### WHAT IS EXPECTED
Work through the data line by line, gathering every line that has the word "平成通り".

Top of MATERIAL FOR THIS EXERCISE

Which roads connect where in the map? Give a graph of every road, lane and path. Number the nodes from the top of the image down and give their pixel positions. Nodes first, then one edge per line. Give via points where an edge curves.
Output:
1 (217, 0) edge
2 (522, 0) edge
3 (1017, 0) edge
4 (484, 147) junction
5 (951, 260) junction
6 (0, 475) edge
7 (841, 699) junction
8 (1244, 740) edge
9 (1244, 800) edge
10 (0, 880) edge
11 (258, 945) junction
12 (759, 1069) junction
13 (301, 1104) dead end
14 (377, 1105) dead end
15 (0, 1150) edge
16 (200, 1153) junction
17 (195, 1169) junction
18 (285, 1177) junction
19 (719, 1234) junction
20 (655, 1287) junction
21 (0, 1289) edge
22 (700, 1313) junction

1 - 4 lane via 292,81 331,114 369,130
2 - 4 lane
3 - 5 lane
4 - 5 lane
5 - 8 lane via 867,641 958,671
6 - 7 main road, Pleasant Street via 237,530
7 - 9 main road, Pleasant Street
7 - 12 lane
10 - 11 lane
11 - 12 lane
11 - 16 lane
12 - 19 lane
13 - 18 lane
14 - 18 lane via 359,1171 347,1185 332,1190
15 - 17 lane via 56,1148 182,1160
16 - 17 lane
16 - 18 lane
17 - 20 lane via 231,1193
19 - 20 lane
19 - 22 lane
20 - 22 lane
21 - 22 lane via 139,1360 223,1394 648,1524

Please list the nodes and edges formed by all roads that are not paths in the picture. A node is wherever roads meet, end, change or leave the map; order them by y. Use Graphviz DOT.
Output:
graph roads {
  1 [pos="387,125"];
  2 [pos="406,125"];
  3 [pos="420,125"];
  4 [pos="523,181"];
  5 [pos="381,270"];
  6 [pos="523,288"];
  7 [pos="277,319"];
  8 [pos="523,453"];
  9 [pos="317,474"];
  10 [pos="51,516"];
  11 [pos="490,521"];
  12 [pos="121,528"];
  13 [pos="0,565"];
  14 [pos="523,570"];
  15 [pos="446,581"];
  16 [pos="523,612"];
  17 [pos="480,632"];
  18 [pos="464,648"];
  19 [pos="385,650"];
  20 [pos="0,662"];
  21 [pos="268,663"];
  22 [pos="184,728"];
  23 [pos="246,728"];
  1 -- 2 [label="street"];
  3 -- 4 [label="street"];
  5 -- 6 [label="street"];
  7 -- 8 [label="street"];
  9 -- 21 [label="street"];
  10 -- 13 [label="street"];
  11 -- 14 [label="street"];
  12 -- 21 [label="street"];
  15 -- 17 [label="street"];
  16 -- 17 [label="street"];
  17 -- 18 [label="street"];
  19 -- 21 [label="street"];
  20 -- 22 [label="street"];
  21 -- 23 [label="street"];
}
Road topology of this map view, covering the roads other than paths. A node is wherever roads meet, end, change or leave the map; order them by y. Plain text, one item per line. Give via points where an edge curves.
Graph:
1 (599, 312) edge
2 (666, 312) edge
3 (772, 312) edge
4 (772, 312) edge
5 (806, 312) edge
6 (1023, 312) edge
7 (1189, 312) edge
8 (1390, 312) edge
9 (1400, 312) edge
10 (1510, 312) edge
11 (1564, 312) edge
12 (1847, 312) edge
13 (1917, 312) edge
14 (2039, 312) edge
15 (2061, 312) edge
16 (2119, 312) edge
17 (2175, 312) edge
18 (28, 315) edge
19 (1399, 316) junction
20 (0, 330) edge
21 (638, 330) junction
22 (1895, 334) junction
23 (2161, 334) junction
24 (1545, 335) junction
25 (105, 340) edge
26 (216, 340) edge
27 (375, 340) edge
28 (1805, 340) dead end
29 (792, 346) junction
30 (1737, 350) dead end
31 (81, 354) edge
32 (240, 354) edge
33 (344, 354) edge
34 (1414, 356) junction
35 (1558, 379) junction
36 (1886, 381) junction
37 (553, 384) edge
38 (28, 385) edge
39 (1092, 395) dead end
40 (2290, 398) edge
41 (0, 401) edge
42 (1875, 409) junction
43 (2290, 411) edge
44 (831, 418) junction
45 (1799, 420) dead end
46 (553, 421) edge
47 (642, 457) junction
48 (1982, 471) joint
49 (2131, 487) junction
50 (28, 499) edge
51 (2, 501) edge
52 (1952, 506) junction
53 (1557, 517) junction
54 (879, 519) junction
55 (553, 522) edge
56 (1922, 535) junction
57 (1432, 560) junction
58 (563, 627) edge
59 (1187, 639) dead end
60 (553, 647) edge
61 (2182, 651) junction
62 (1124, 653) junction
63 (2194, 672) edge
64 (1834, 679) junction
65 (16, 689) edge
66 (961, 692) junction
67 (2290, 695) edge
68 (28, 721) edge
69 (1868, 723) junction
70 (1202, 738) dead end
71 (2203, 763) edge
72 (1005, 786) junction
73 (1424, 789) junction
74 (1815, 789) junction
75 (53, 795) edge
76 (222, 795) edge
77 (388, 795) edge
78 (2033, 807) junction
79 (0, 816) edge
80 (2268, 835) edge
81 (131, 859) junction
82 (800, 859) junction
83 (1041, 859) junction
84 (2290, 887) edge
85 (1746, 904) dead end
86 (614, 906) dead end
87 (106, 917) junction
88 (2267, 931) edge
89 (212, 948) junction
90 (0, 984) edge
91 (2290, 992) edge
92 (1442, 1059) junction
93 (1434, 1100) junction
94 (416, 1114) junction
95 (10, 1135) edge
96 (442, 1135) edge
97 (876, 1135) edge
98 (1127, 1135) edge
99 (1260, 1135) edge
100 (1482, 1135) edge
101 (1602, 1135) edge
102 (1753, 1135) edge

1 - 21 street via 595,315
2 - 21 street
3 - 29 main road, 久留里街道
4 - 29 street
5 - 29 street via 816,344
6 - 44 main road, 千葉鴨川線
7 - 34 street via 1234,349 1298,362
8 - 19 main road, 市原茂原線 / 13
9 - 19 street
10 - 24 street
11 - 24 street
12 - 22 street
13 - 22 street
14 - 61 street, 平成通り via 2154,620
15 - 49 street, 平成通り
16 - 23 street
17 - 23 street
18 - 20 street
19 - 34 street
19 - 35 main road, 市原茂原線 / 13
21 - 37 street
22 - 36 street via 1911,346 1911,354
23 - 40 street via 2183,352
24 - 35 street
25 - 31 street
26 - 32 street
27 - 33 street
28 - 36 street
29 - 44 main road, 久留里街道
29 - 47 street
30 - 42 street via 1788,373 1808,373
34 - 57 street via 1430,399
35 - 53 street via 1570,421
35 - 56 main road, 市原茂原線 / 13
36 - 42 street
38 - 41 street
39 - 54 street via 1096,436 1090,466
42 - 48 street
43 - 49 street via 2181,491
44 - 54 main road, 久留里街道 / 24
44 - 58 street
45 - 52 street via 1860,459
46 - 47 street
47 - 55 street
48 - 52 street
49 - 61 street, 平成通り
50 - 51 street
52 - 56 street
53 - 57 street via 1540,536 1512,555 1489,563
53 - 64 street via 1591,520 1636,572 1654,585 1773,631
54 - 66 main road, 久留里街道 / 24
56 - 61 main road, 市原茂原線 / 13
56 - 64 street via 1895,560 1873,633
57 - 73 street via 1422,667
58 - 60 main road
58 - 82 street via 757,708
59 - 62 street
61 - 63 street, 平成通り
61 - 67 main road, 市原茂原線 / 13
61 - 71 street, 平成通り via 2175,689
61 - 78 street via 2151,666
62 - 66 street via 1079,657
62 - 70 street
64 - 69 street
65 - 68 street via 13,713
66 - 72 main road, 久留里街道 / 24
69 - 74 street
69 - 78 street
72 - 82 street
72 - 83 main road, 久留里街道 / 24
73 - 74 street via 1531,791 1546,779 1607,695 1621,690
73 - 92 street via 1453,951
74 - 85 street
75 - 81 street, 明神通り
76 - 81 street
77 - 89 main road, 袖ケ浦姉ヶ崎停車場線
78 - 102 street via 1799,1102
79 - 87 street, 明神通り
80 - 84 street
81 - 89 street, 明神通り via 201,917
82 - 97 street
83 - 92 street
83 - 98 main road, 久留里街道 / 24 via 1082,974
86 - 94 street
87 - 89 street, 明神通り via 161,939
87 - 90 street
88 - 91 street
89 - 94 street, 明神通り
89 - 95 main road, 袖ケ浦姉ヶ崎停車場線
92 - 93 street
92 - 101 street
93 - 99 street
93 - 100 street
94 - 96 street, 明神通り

Bottom of MATERIAL FOR THIS EXERCISE

### RESPONSE TO THIS TASK
14 - 61 street, 平成通り via 2154,620
15 - 49 street, 平成通り
49 - 61 street, 平成通り
61 - 63 street, 平成通り
61 - 71 street, 平成通り via 2175,689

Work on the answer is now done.